October 16th, 2006 by Patrick

I gave up Thunderbird this past week, and redirected all of my mail to Gmail.

I used to have two different mail accounts within Thunderbird and a Gmail account for newsletter subscriptions. The idea was that I would separate my frequently read academic mail from my less-frequently read personal and bulk mail.

Over time, these distinctions blurred so that I was always checking all of my accounts in a cumbersome way. I wasn’t seeing any benefits from separating my mail accounts.

There are two proverbial straws that led me to dump Thunderbird entirely:

  1. Starting a few months ago, I began to spend more time away from my laptop. Where I work there are always computers about, so I used the webmail feature for each of my accounts. I found that A) I hated the squirrelmail-based interfaces, B) disliked having to check in three places, and C) lost the ability to easily keep sent mail.
  2. Over the past six months Thunderbird has become less effective at stopping spam. I wrote about this before, but my attempts to improve Thunderbird’s spam filtering just weren’t working.

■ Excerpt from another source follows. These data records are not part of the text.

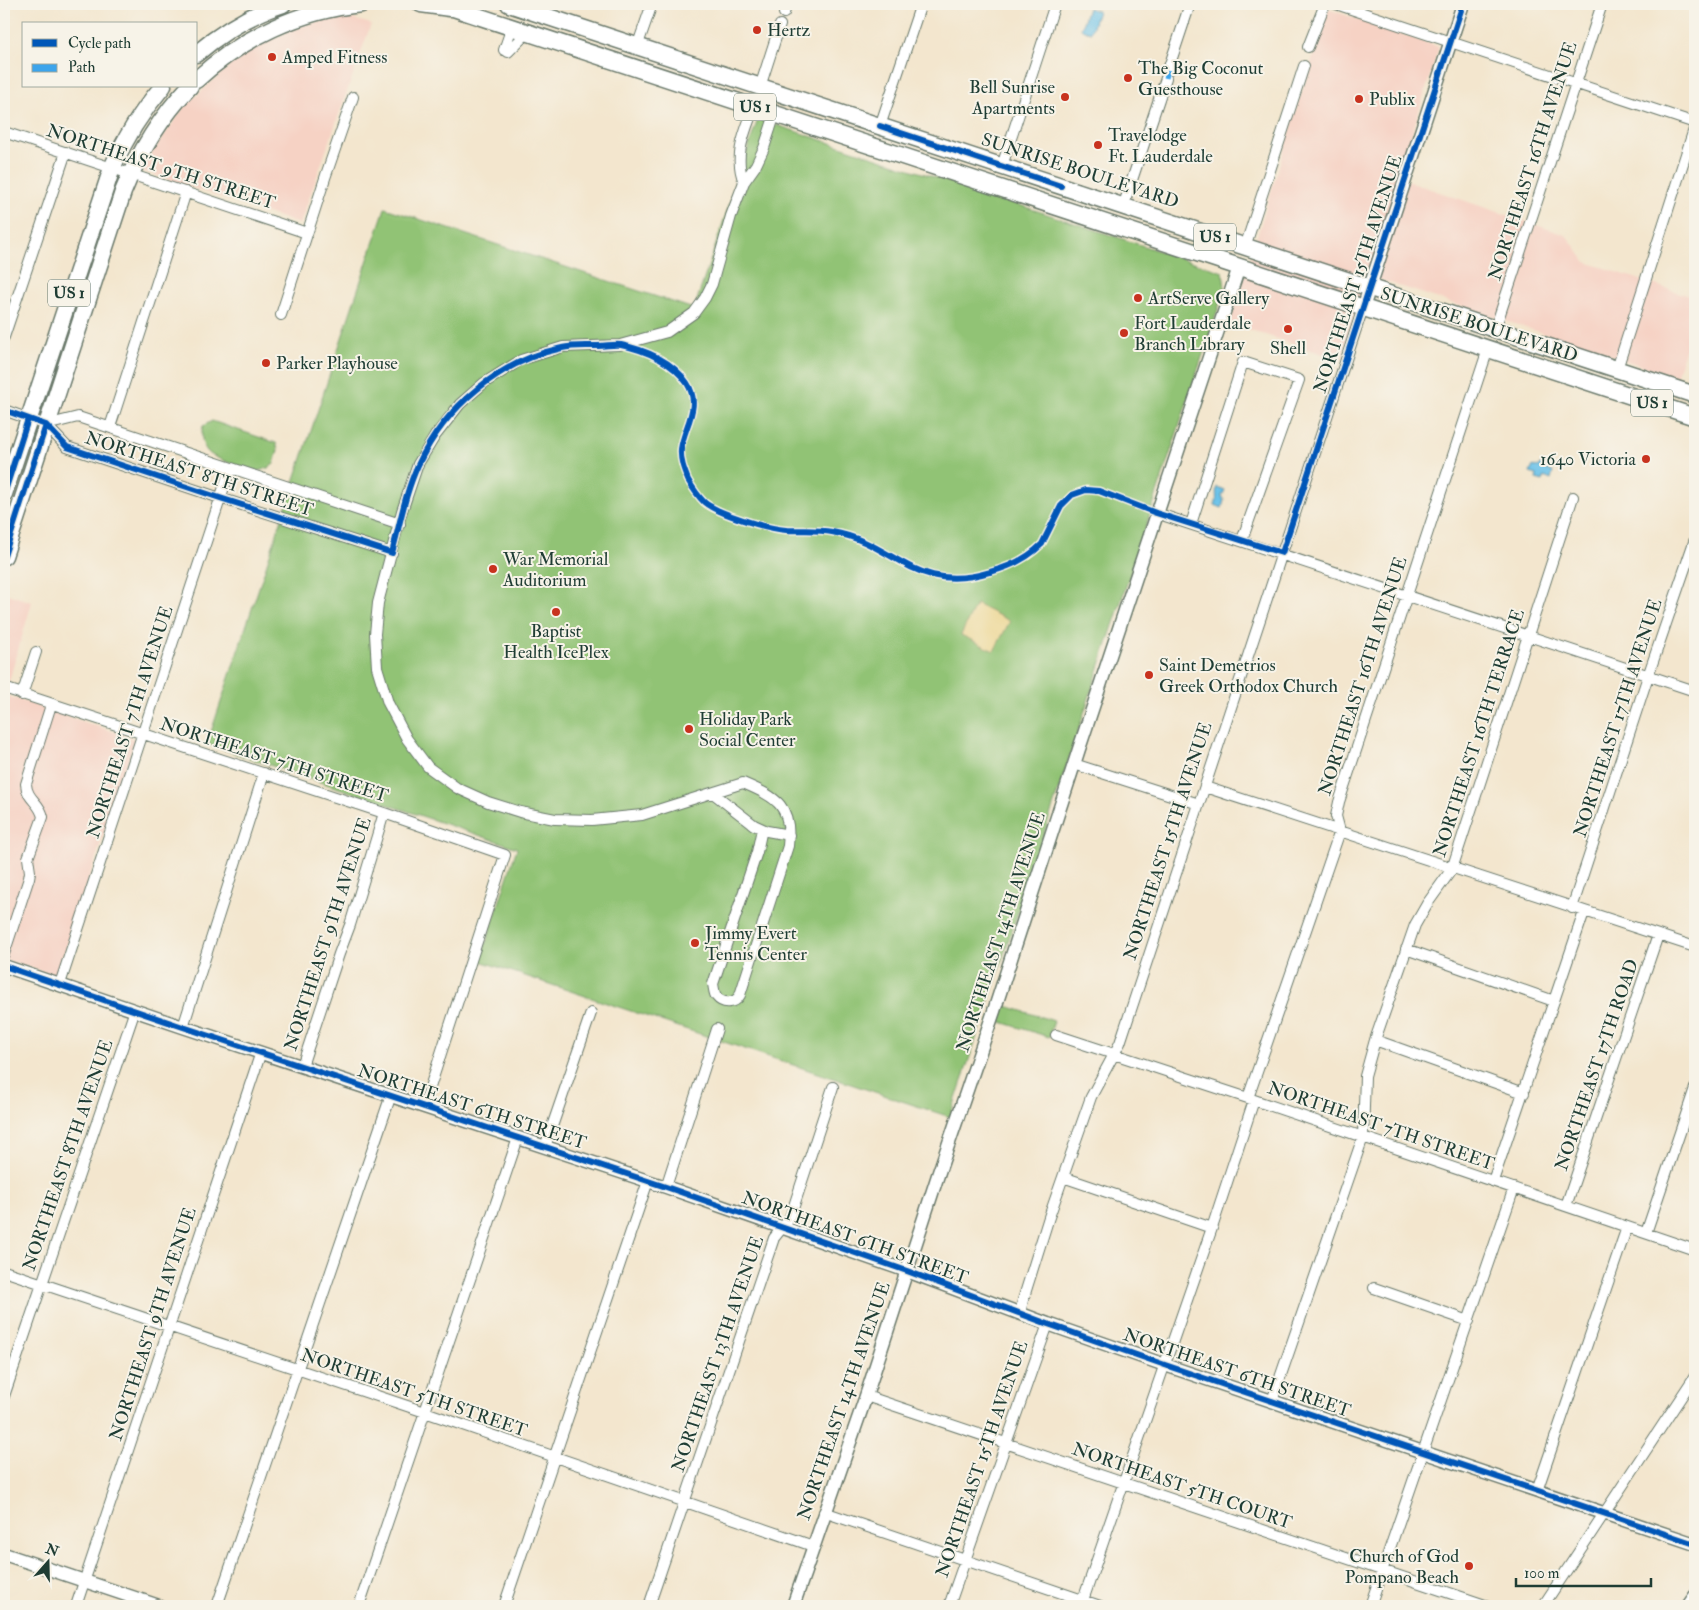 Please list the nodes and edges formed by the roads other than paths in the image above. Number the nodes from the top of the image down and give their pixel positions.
1 (280, 4) edge
2 (362, 4) edge
3 (421, 4) edge
4 (652, 4) edge
5 (921, 4) edge
6 (1055, 4) edge
7 (1190, 4) edge
8 (1325, 4) edge
9 (1336, 4) edge
10 (1463, 4) edge
11 (1602, 4) edge
12 (515, 5) edge
13 (447, 6) edge
14 (780, 26) dead end
15 (512, 27) junction
16 (528, 32) junction
17 (1451, 42) junction
18 (637, 47) junction
19 (1308, 47) dead end
20 (198, 53) edge
21 (666, 56) junction
22 (1304, 66) dead end
23 (632, 67) junction
24 (198, 78) edge
25 (1576, 83) junction
26 (760, 87) junction
27 (162, 88) edge
28 (188, 88) edge
29 (353, 97) dead end
30 (791, 97) junction
31 (754, 107) junction
32 (775, 114) junction
33 (1695, 124) edge
34 (880, 126) junction
35 (4, 132) edge
36 (66, 152) junction
37 (1002, 166) junction
38 (112, 168) junction
39 (130, 174) junction
40 (965, 176) junction
41 (744, 182) junction
42 (186, 192) junction
43 (1123, 207) junction
44 (307, 233) junction
45 (1245, 247) junction
46 (1239, 267) junction
47 (1370, 288) junction
48 (1363, 308) junction
49 (282, 315) dead end
50 (1495, 329) junction
51 (4, 337) edge
52 (1488, 349) junction
53 (1617, 370) junction
54 (1638, 376) junction
55 (1609, 389) junction
56 (1695, 395) edge
57 (4, 410) edge
58 (1695, 417) edge
59 (28, 419) junction
60 (46, 425) junction
61 (110, 427) junction
62 (230, 469) junction
63 (4, 494) edge
64 (1573, 497) dead end
65 (220, 498) junction
66 (1156, 513) junction
67 (400, 524) junction
68 (1191, 524) junction
69 (1695, 539) edge
70 (1242, 540) junction
71 (392, 553) junction
72 (1282, 553) junction
73 (4, 556) edge
74 (1406, 596) junction
75 (1527, 636) junction
76 (36, 652) dead end
77 (1648, 676) junction
78 (4, 688) edge
79 (1695, 691) edge
80 (22, 695) junction
81 (51, 705) junction
82 (143, 735) junction
83 (1074, 764) junction
84 (264, 773) junction
85 (732, 786) junction
86 (1205, 786) junction
87 (713, 793) junction
88 (1199, 804) junction
89 (729, 806) junction
90 (384, 813) junction
91 (762, 829) junction
92 (1340, 832) junction
93 (789, 835) junction
94 (1452, 869) junction
95 (1572, 908) junction
96 (1584, 912) junction
97 (1658, 935) junction
98 (1695, 947) edge
99 (1406, 949) junction
100 (4, 954) edge
101 (4, 966) edge
102 (60, 984) junction
103 (1554, 1002) junction
104 (134, 1010) junction
105 (591, 1013) dead end
106 (183, 1027) junction
107 (717, 1029) dead end
108 (1056, 1035) dead end
109 (1375, 1040) junction
110 (261, 1052) junction
111 (1113, 1053) junction
112 (302, 1066) junction
113 (833, 1087) dead end
114 (1695, 1088) edge
115 (1524, 1093) junction
116 (391, 1095) junction
117 (1251, 1099) junction
118 (424, 1106) junction
119 (1363, 1137) junction
120 (518, 1138) junction
121 (545, 1147) junction
122 (1063, 1177) junction
123 (648, 1181) junction
124 (1493, 1181) junction
125 (666, 1187) junction
126 (1514, 1188) junction
127 (1566, 1206) junction
128 (1627, 1227) junction
129 (782, 1228) junction
130 (1212, 1228) junction
131 (1646, 1233) junction
132 (1695, 1250) edge
133 (4, 1271) edge
134 (907, 1271) junction
135 (41, 1284) junction
136 (1374, 1288) dead end
137 (1020, 1314) junction
138 (1469, 1321) junction
139 (1048, 1324) junction
140 (170, 1326) junction
141 (1165, 1365) junction
142 (298, 1371) junction
143 (1695, 1376) edge
144 (4, 1396) edge
145 (866, 1396) junction
146 (1272, 1401) junction
147 (425, 1412) junction
148 (1006, 1444) junction
149 (1424, 1452) junction
150 (555, 1458) junction
151 (1124, 1482) junction
152 (1537, 1491) junction
153 (684, 1502) junction
154 (824, 1512) junction
155 (1604, 1514) junction
156 (1695, 1544) edge
157 (812, 1546) junction
158 (4, 1554) edge
159 (966, 1560) junction
160 (1382, 1571) junction
161 (84, 1581) junction
162 (1695, 1596) edge
163 (1082, 1603) edge
164 (76, 1606) edge
165 (159, 1606) edge
166 (217, 1606) edge
167 (359, 1606) edge
168 (504, 1606) edge
169 (648, 1606) edge
170 (793, 1606) edge
171 (949, 1606) edge
172 (1100, 1606) edge
173 (1370, 1606) edge
174 (1488, 1606) edge
175 (1543, 1606) edge
176 (1688, 1606) edge

1 - 20 main road
2 - 24 main road
3 - 13 main road, US 1
4 - 18 street
5 - 34 street
6 - 37 street
7 - 43 street
8 - 19 street
9 - 17 street
10 - 17 street, NORTHEAST 15TH AVENUE
11 - 25 street, NORTHEAST 16TH AVENUE
12 - 18 main road, SUNRISE BOULEVARD / US 1
13 - 15 main road, SUNRISE BOULEVARD / US 1
14 - 26 street
15 - 16 main road, SUNRISE BOULEVARD / US 1
15 - 16 street
16 - 23 main road, SUNRISE BOULEVARD / US 1
17 - 25 street
17 - 47 street, NORTHEAST 15TH AVENUE
18 - 21 main road, SUNRISE BOULEVARD / US 1
21 - 23 main road
21 - 26 main road, SUNRISE BOULEVARD / US 1
22 - 45 street
23 - 31 main road, SUNRISE BOULEVARD / US 1
25 - 33 street
25 - 50 street, NORTHEAST 16TH AVENUE
26 - 30 main road, SUNRISE BOULEVARD / US 1
27 - 38 main road, US 1
28 - 39 main road, US 1
29 - 44 street
30 - 31 main road
30 - 34 main road, SUNRISE BOULEVARD / US 1
31 - 32 main road, SUNRISE BOULEVARD / US 1
31 - 41 street
32 - 40 main road, SUNRISE BOULEVARD / US 1
32 - 41 street
33 - 53 street
34 - 37 main road, SUNRISE BOULEVARD / US 1
35 - 36 street, NORTHEAST 9TH STREET
36 - 38 street, NORTHEAST 9TH STREET
36 - 51 street
37 - 40 main road
37 - 43 main road, SUNRISE BOULEVARD / US 1
38 - 39 street, NORTHEAST 9TH STREET
38 - 59 main road, US 1
39 - 42 street, NORTHEAST 9TH STREET
39 - 60 main road, US 1
40 - 46 main road, SUNRISE BOULEVARD / US 1
41 - 67 street
42 - 44 street, NORTHEAST 9TH STREET
42 - 61 street
43 - 45 main road, SUNRISE BOULEVARD / US 1
44 - 49 street
45 - 47 main road, SUNRISE BOULEVARD / US 1
46 - 48 main road, SUNRISE BOULEVARD / US 1
46 - 66 street, NORTHEAST 14TH AVENUE
47 - 48 street, NORTHEAST 15TH AVENUE
47 - 50 main road, SUNRISE BOULEVARD / US 1
48 - 52 main road, SUNRISE BOULEVARD / US 1
48 - 72 street, NORTHEAST 15TH AVENUE
50 - 53 main road, SUNRISE BOULEVARD / US 1
52 - 55 main road, SUNRISE BOULEVARD / US 1
52 - 74 street, NORTHEAST 16TH AVENUE
53 - 54 main road, SUNRISE BOULEVARD / US 1
54 - 55 main road
54 - 56 main road, SUNRISE BOULEVARD / US 1
55 - 58 main road, SUNRISE BOULEVARD / US 1
57 - 59 street, NORTHEAST 8TH STREET
59 - 60 street, NORTHEAST 8TH STREET
59 - 63 main road, US 1
60 - 61 street, NORTHEAST 8TH STREET
60 - 65 street, NORTHEAST 8TH STREET
60 - 73 main road, US 1
61 - 62 street, NORTHEAST 8TH STREET
62 - 65 street, NORTHEAST 7TH AVENUE
62 - 67 street, NORTHEAST 8TH STREET
64 - 75 street, NORTHEAST 16TH TERRACE
65 - 71 street, NORTHEAST 8TH STREET
65 - 82 street, NORTHEAST 7TH AVENUE
66 - 68 street
66 - 83 street, NORTHEAST 14TH AVENUE
67 - 71 street
68 - 70 street
68 - 70 street
69 - 77 street, NORTHEAST 17TH AVENUE
70 - 72 street
71 - 87 street
72 - 74 street
72 - 86 street, NORTHEAST 15TH AVENUE
74 - 75 street
74 - 92 street, NORTHEAST 16TH AVENUE
75 - 77 street
75 - 94 street, NORTHEAST 16TH TERRACE
76 - 80 street
77 - 79 street
77 - 95 street, NORTHEAST 17TH AVENUE
78 - 80 street, NORTHEAST 7TH STREET
80 - 81 street, NORTHEAST 7TH STREET
81 - 82 street, NORTHEAST 7TH STREET
81 - 100 street
82 - 84 street, NORTHEAST 7TH STREET
82 - 102 street, NORTHEAST 7TH AVENUE
83 - 88 street
83 - 134 street, NORTHEAST 14TH AVENUE
84 - 90 street, NORTHEAST 7TH STREET
84 - 106 street
85 - 87 street
85 - 89 street
85 - 93 street
86 - 88 street, NORTHEAST 15TH AVENUE
86 - 92 street
87 - 89 street
88 - 111 street, NORTHEAST 15TH AVENUE
89 - 91 street
90 - 112 street, NORTHEAST 9TH AVENUE
90 - 118 street, NORTHEAST 7TH STREET
91 - 93 street
91 - 93 street
92 - 94 street
92 - 117 street, NORTHEAST 16TH AVENUE
94 - 95 street
94 - 99 street, NORTHEAST 16TH TERRACE
95 - 96 street
96 - 97 street
96 - 103 street
97 - 98 street
97 - 127 street, NORTHEAST 17TH ROAD
99 - 103 street
99 - 109 street, NORTHEAST 16TH TERRACE
101 - 102 street, NORTHEAST 6TH STREET
102 - 104 street, NORTHEAST 6TH STREET
103 - 115 street
104 - 106 street, NORTHEAST 6TH STREET
104 - 135 street, NORTHEAST 8TH AVENUE
105 - 121 street
106 - 110 street, NORTHEAST 6TH STREET
107 - 125 street
108 - 111 street, NORTHEAST 7TH STREET
109 - 115 street
109 - 119 street, NORTHEAST 16TH TERRACE
110 - 112 street, NORTHEAST 6TH STREET
110 - 140 street, NORTHEAST 9TH AVENUE
111 - 117 street, NORTHEAST 7TH STREET
111 - 122 street, NORTHEAST 15TH AVENUE
112 - 116 street, NORTHEAST 6TH STREET
113 - 129 street, NORTHEAST 13TH AVENUE
114 - 131 street
115 - 124 street
116 - 118 street, NORTHEAST 6TH STREET
116 - 142 street
117 - 119 street, NORTHEAST 7TH STREET
117 - 130 street, NORTHEAST 16TH AVENUE
118 - 120 street, NORTHEAST 6TH STREET
119 - 124 street, NORTHEAST 7TH STREET
119 - 146 street, NORTHEAST 16TH TERRACE
120 - 121 street, NORTHEAST 6TH STREET
120 - 147 street
121 - 123 street, NORTHEAST 6TH STREET
122 - 130 street
122 - 137 street, NORTHEAST 15TH AVENUE
123 - 125 street, NORTHEAST 6TH STREET
123 - 150 street
124 - 126 street, NORTHEAST 7TH STREET
125 - 129 street, NORTHEAST 6TH STREET
126 - 127 street, NORTHEAST 7TH STREET
126 - 138 street
127 - 128 street, NORTHEAST 7TH STREET
128 - 131 street, NORTHEAST 7TH STREET
128 - 152 street
129 - 134 street, NORTHEAST 6TH STREET
129 - 153 street, NORTHEAST 13TH AVENUE
130 - 141 street, NORTHEAST 16TH AVENUE
131 - 132 street, NORTHEAST 7TH STREET
133 - 135 street, NORTHEAST 5TH STREET
134 - 137 street, NORTHEAST 6TH STREET
134 - 145 street, NORTHEAST 14TH AVENUE
135 - 140 street, NORTHEAST 5TH STREET
135 - 144 street, NORTHEAST 8TH AVENUE
136 - 138 street
137 - 139 street, NORTHEAST 6TH STREET
138 - 149 street
139 - 141 street, NORTHEAST 6TH STREET
139 - 148 street, NORTHEAST 15TH AVENUE
140 - 142 street, NORTHEAST 5TH STREET
140 - 161 street, NORTHEAST 9TH AVENUE
141 - 146 street, NORTHEAST 6TH STREET
141 - 151 street, NORTHEAST 16TH AVENUE
142 - 147 street, NORTHEAST 5TH STREET
142 - 166 street
143 - 155 street
145 - 148 street, NORTHEAST 5TH COURT
145 - 154 street, NORTHEAST 14TH AVENUE
146 - 149 street, NORTHEAST 6TH STREET
147 - 150 street, NORTHEAST 5TH STREET
147 - 167 street
148 - 151 street, NORTHEAST 5TH COURT
148 - 159 street, NORTHEAST 15TH AVENUE
149 - 152 street, NORTHEAST 6TH STREET
149 - 160 street
150 - 153 street, NORTHEAST 5TH STREET
150 - 168 street
151 - 160 street, NORTHEAST 5TH COURT
151 - 163 street, NORTHEAST 16TH AVENUE
152 - 155 street, NORTHEAST 6TH STREET
153 - 157 street, NORTHEAST 5TH STREET
153 - 169 street, NORTHEAST 13TH AVENUE
154 - 157 street, NORTHEAST 14TH AVENUE
154 - 159 street
155 - 156 street, NORTHEAST 6TH STREET
155 - 175 street
157 - 170 street, NORTHEAST 14TH AVENUE
158 - 161 street
159 - 163 street
159 - 171 street, NORTHEAST 15TH AVENUE
160 - 173 street
160 - 174 street, NORTHEAST 5TH COURT
161 - 164 street, NORTHEAST 9TH AVENUE
161 - 165 street
162 - 176 street
163 - 172 street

I thought about these issues for a few weeks, and one day I just entered in forwarding orders to redirect each of my email addresses to my gmail address. I haven’t looked back since.

So far, Gmail has done a great job at spam filtering, missing about 3-4 messages per day. Thunderbird would miss at least 10 each day. The false positives have been boring newsletters I had opted in for but didn’t really want.

I have been surprised to find that I enjoy the conversation feature much more than I thought I would. It’s easy to keep my inbox only populated with the threads I want to hear about – everything else goes to Archive (or Trash.)

I didn’t feel the need to import all of my email into Gmail, but I had one folder that needed to get in there. For that import I used Mark Lyon’s Gmail loader. This was difficult for me to set up since my network provider requires SSL connections to the local mail server and blocks outbound connections to port 25. However, once I found a mail server/port combination that worked it was able to trickle messages from my old mailbox into Google Mail. Another problem that’s tough to fix is that the emails appear with the date/time they were received by Gmail, not the date they were actually composed.

I found some great customizations for Gmail, particularly Gmail Skins. I set it up so my Google Calendar is on the right for easy consultation.

It’s bittersweet to have moved away from Thunderbird, because I’ve been a huge Thunderbird fan since I ditched Microsoft Outlook in 2000. For the past few days, I have been reflexively hitting the Thunderbird icon and then realizing, after it finds no new mail, that I’m not using it anymore.